1) Temperature mismatch (the silent killer in small tanks)
A few degrees can matter more than people expect, especially in smaller volumes. Cold water can stun fish, and rapid warm-to-cold swings stress their immune system. In winter, buckets left on a cold floor can drop in temperature fast. The fix is simple: match temperature as closely as you can before adding.
2) Chlorine and chloramine
Many Australian supplies use chloramine, which does not “air out” like chlorine. If dechlorinator is missed, under-dosed, or added too late, fish gills can be damaged quickly. Always treat water before it enters the tank, and dose for the full volume you are adding (not the tank size).
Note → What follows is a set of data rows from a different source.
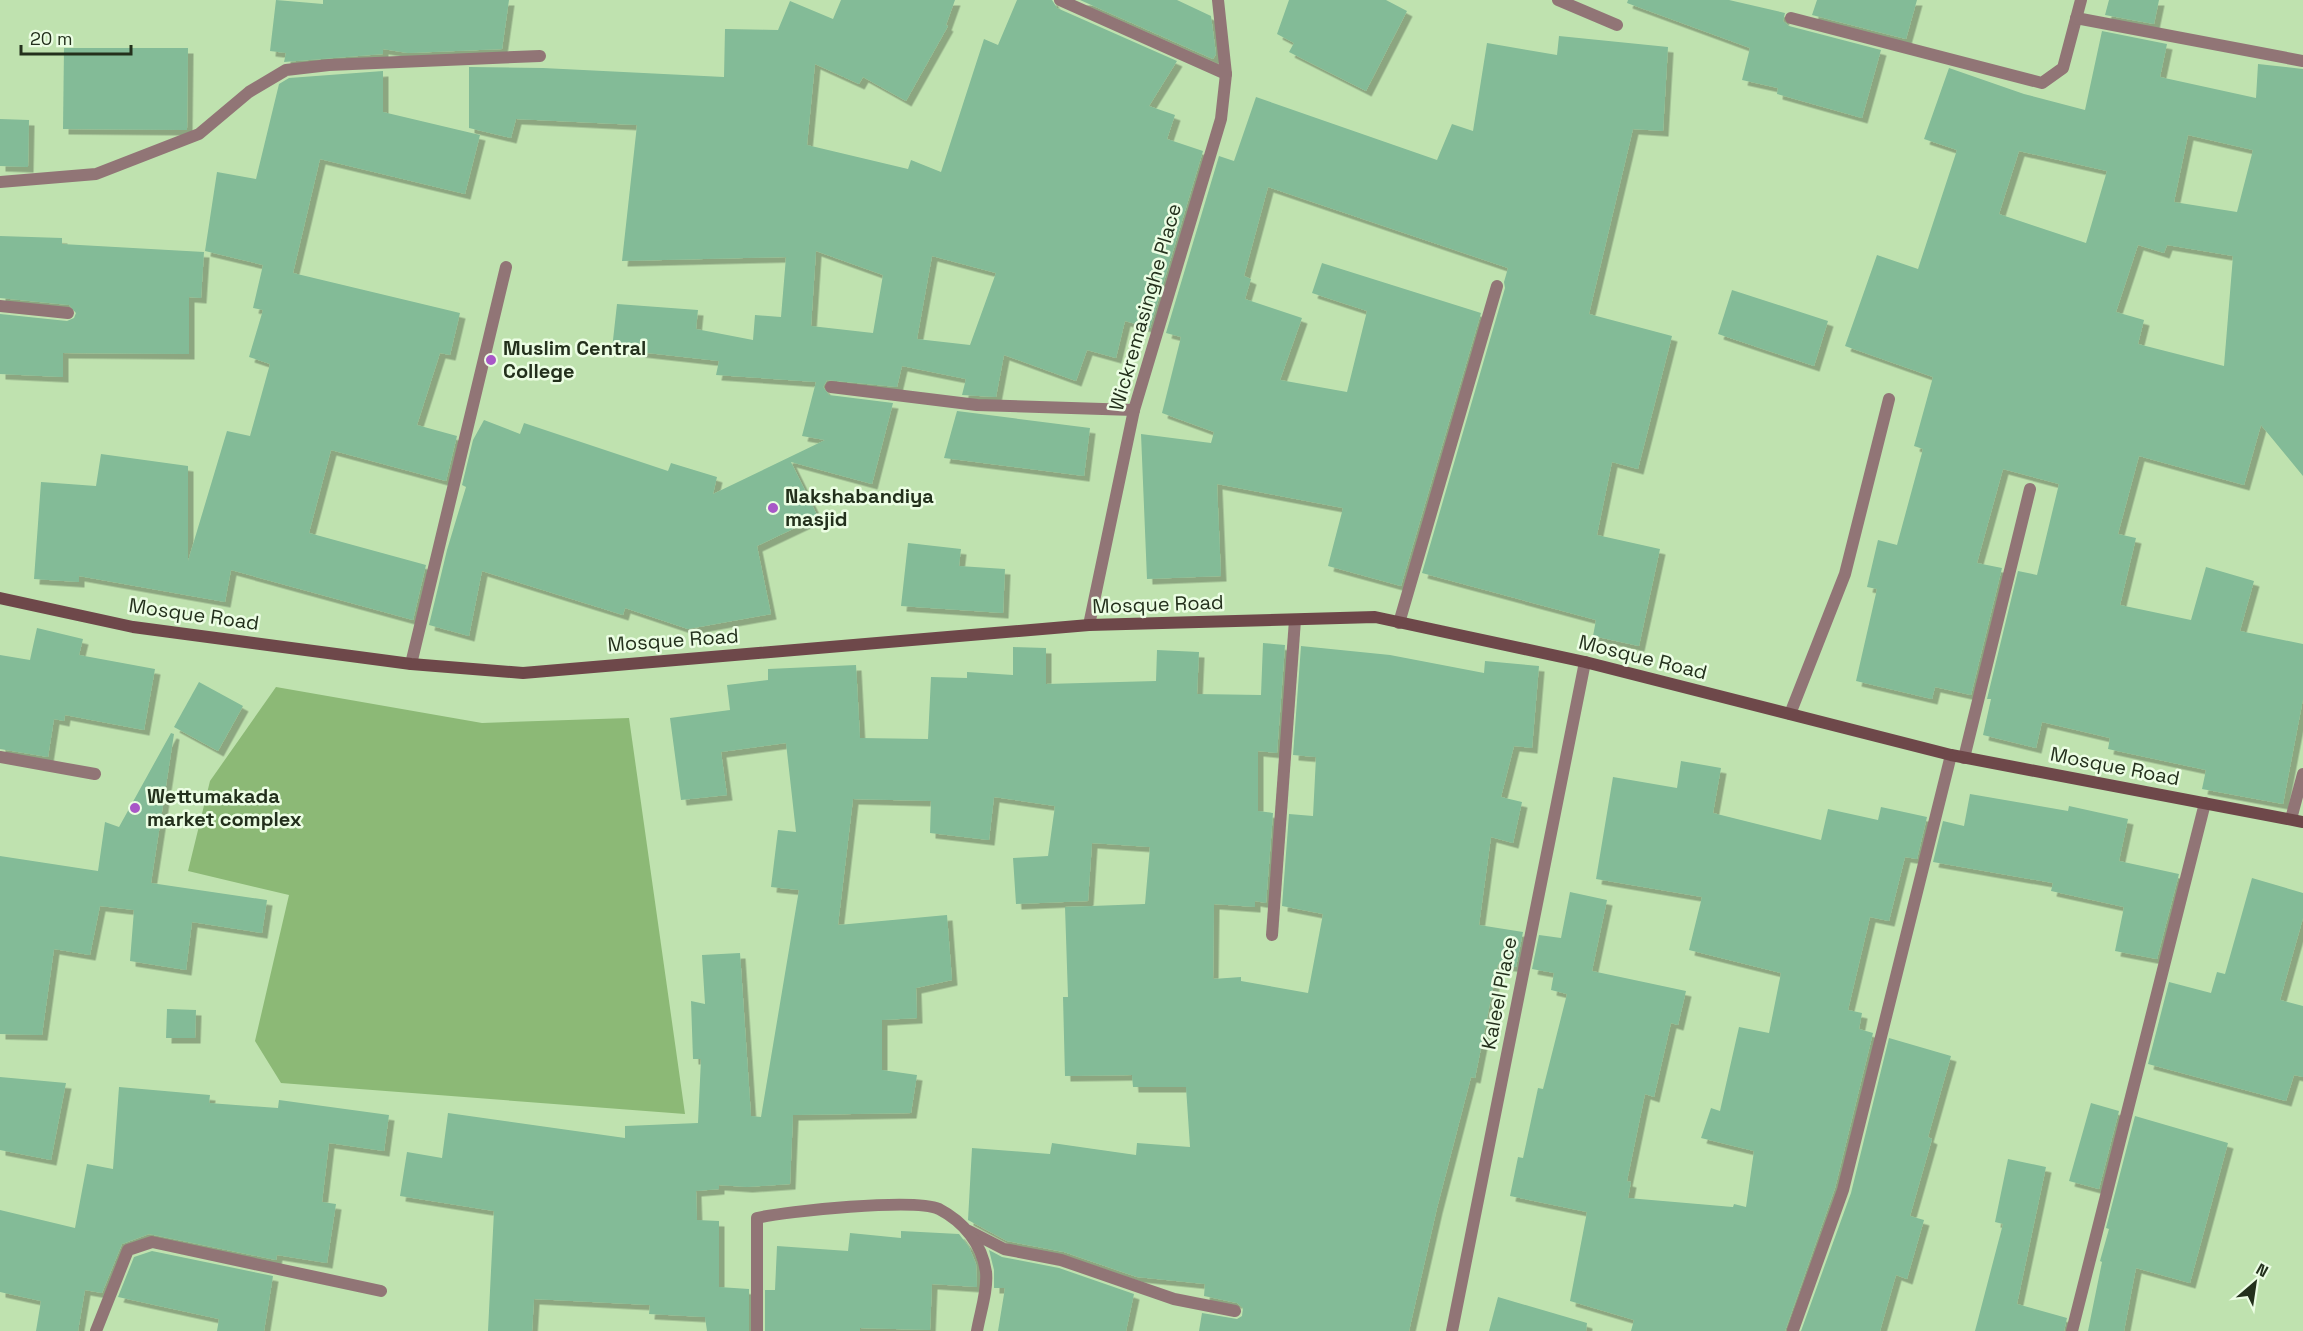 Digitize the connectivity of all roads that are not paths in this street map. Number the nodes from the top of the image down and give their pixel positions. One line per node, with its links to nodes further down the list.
1 (1060, 0): 10 (street)
2 (1218, 0): 10 (street, Wickremasinghe Place)
3 (1558, 0): 7 (street)
4 (2081, 0): 6 (street)
5 (1791, 18): 6 (street)
6 (2076, 18): 9 (street)
7 (1617, 25)
8 (540, 56): 11 (street)
9 (2303, 61)
10 (1226, 74): 18 (street, Wickremasinghe Place)
11 (0, 182)
12 (506, 267): 25 (street)
13 (1497, 286): 22 (street)
14 (0, 306): 15 (street)
15 (68, 313)
16 (831, 387): 18 (street)
17 (1889, 399): 26 (street)
18 (1134, 410): 23 (street, Wickremasinghe Place)
19 (2030, 489): 29 (street)
20 (0, 598): 25 (street, Mosque Road)
21 (1295, 620): 22 (street, Mosque Road); 23 (street, Mosque Road); 34 (street)
22 (1400, 623): 24 (street, Mosque Road)
23 (1089, 625): 25 (street, Mosque Road)
24 (1585, 662): 26 (street, Mosque Road); 42 (street, Kaleel Place)
25 (411, 664)
26 (1791, 714): 27 (street, Mosque Road)
27 (1951, 755): 29 (street, Mosque Road); 38 (street)
28 (0, 758): 30 (street)
29 (1964, 758): 32 (street, Mosque Road)
30 (95, 774)
31 (2303, 774): 33 (street)
32 (2205, 803): 33 (street, Mosque Road); 43 (street)
33 (2297, 821)
34 (1272, 934)
35 (968, 1230): 37 (street); 40 (street); 41 (street)
36 (381, 1291): 39 (street)
37 (1235, 1311)
38 (1793, 1330)
39 (96, 1331)
40 (757, 1331)
41 (977, 1331)
42 (1452, 1331)
43 (2072, 1331)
3) pH/KH swings (especially when KH is low)
If your KH is low, big water changes can swing pH. The pH you measure afterwards might look fine, but fish feel the transition during the change. If you’ve had repeated “post water-change stress” events, switch to smaller, more frequent changes and watch stability improve.
4) Too much cleaning at once
A common pattern: big water change + filter clean + gravel deep clean in one session. That can strip bacteria and disrupt stability. Spread heavy maintenance across different days so the tank doesn’t get “reset”.
A safe routine that prevents this problem
- 20–30% weekly (or twice weekly in busy tanks) instead of massive changes.
- Match temperature and dechlorinate first.
- Don’t clean the filter on the same day unless flow is severely reduced.
- Increase aeration after a change if fish look unsettled.
What to do if fish look stressed after a change
Act quickly but calmly: increase surface agitation, confirm temperature, and test ammonia/nitrite. If you suspect chlorine exposure, add extra dechlorinator (per label guidance) and run carbon if you have it. Most recoveries are fast once oxygen is high and conditions stabilise.
Water changes should make guppies look better, not worse. When your process is gentle and consistent, guppies respond with brighter colour, better appetite, and stronger finnage — because stability is what they truly need.